What are federal student loans?
Federal student loans are issued by the U.S. Department of Education to help students cover the cost of higher education at eligible schools. They're usually more affordable than private loans and come with benefits like flexible repayment options and fixed interest rates.
There are four main types of federal student loans:
- Direct Subsidized Loans: These loans are for undergraduate students with financial need. Subsidized loans don't accrue interest while you're in school at least half-time and during a six-month grace period after you leave school. Financial need is required, but credit is not a factor.
- Direct Unsubsidized Loans: These loans are available to undergraduate and graduate students, regardless of financial need. Your school determines the amount you can borrow, and there are annual and lifetime limits. Unlike subsidized loans, you're responsible for all accrued interest.
- Grad PLUS loans: Designed for graduate or professional students, grad PLUS loans allow you to borrow up to the full cost of attendance.
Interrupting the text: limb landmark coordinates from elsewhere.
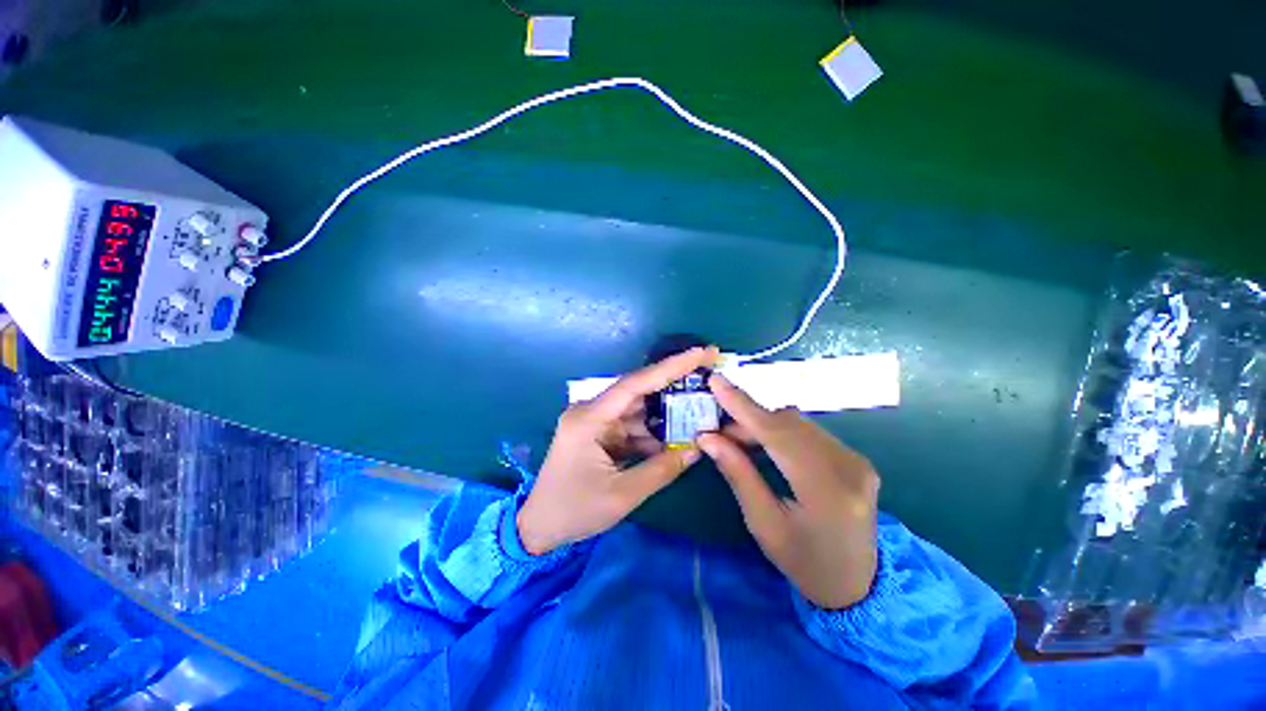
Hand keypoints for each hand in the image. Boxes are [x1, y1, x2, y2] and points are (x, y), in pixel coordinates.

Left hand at [517, 347, 720, 555]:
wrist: (538, 527)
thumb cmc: (574, 511)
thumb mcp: (622, 495)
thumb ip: (662, 469)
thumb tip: (697, 449)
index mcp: (589, 418)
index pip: (635, 383)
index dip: (670, 367)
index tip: (700, 353)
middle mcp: (591, 411)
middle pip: (638, 391)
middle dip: (673, 384)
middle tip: (707, 375)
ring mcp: (594, 421)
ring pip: (638, 409)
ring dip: (665, 413)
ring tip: (698, 409)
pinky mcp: (598, 433)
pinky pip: (631, 425)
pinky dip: (652, 431)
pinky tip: (675, 436)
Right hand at [697, 374, 879, 608]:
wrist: (859, 586)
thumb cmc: (805, 563)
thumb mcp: (764, 524)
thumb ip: (738, 474)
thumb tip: (707, 438)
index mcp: (826, 489)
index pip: (778, 433)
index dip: (743, 406)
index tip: (716, 382)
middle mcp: (848, 465)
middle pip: (788, 422)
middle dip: (748, 419)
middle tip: (718, 432)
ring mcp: (856, 459)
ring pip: (797, 422)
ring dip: (763, 424)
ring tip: (737, 440)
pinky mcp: (853, 458)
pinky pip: (808, 431)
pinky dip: (780, 431)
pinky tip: (764, 444)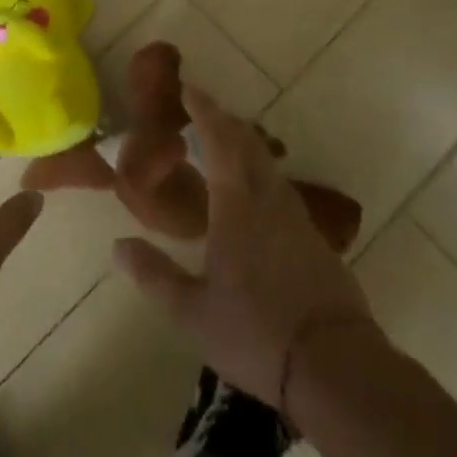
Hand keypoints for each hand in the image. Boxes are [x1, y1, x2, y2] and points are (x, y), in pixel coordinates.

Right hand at [112, 86, 372, 406]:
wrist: (338, 368)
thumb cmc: (257, 333)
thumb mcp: (192, 312)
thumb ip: (154, 274)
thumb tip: (118, 245)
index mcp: (237, 205)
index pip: (219, 141)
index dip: (204, 111)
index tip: (189, 89)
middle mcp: (269, 200)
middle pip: (248, 144)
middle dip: (224, 121)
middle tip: (202, 111)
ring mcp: (297, 219)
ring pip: (268, 166)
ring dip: (245, 146)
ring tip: (224, 148)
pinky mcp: (315, 241)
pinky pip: (281, 190)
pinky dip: (261, 175)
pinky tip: (254, 198)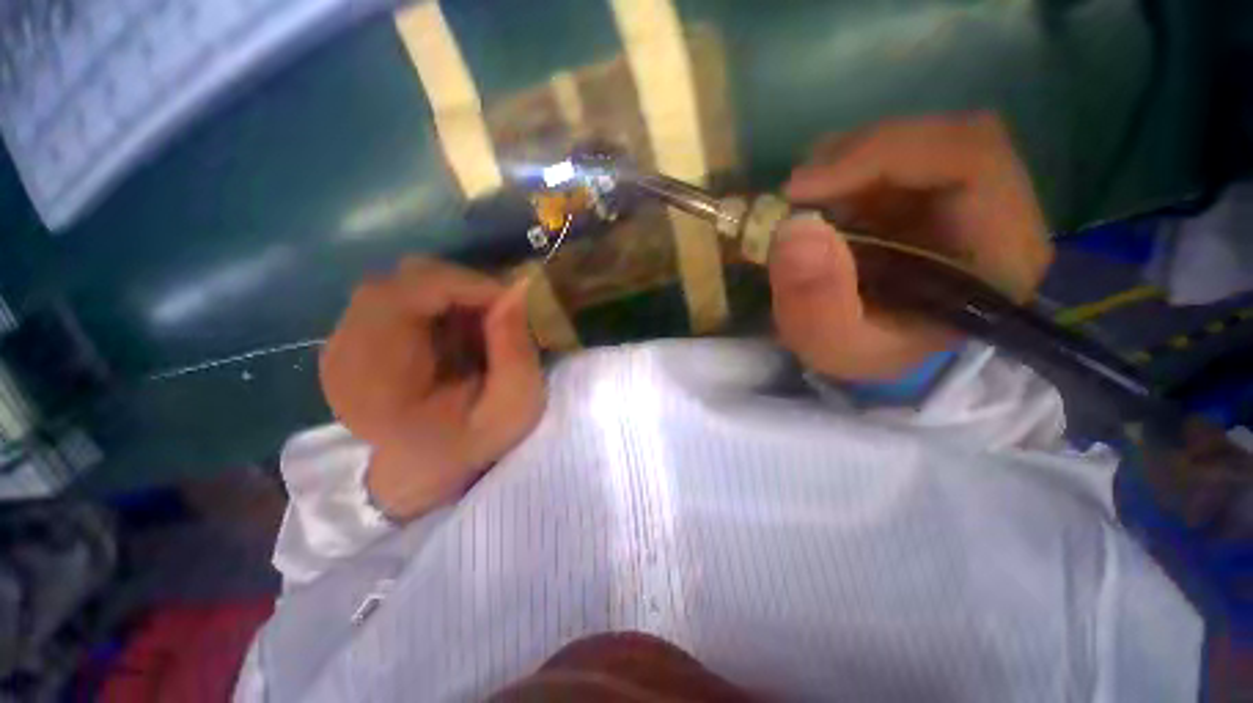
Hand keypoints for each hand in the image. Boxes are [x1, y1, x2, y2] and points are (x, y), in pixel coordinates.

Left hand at [320, 258, 543, 520]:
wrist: (424, 469)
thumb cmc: (471, 444)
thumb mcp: (513, 407)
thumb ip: (516, 351)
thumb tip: (515, 290)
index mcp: (374, 381)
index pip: (403, 295)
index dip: (462, 284)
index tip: (509, 300)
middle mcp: (344, 353)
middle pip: (399, 281)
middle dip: (461, 288)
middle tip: (500, 312)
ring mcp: (341, 343)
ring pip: (399, 284)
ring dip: (450, 295)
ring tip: (480, 327)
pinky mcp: (352, 338)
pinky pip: (397, 296)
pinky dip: (436, 303)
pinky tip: (457, 333)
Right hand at [768, 112, 1053, 380]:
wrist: (874, 353)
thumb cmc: (866, 354)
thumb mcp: (833, 346)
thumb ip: (816, 303)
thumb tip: (795, 229)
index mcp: (1001, 253)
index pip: (971, 159)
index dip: (883, 155)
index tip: (804, 190)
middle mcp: (998, 211)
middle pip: (943, 138)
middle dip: (857, 157)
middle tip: (797, 194)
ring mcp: (964, 196)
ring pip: (915, 141)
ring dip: (846, 163)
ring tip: (805, 204)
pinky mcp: (931, 192)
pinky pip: (892, 155)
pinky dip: (845, 169)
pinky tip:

To qualify, you must not have an adverse credit history and must attend a participating school.
- Parent PLUS loans: These loans are available to parents of dependent undergraduate students enrolled at least half-time. To qualify, you need to meet general eligibility requirements for federal aid and have no adverse credit history.
Good to know:
Only grad PLUS and parent PLUS loans factor in your credit history. Borrowers with adverse credit may need to obtain an endorser (similar to a cosigner) or prove extenuating circumstances to qualify.
What are private student loans?
Private student loans are issued by banks, credit unions, state agencies, or even some schools. Unlike federal loans, private lenders set their own terms, including interest rates, repayment options, and eligibility criteria.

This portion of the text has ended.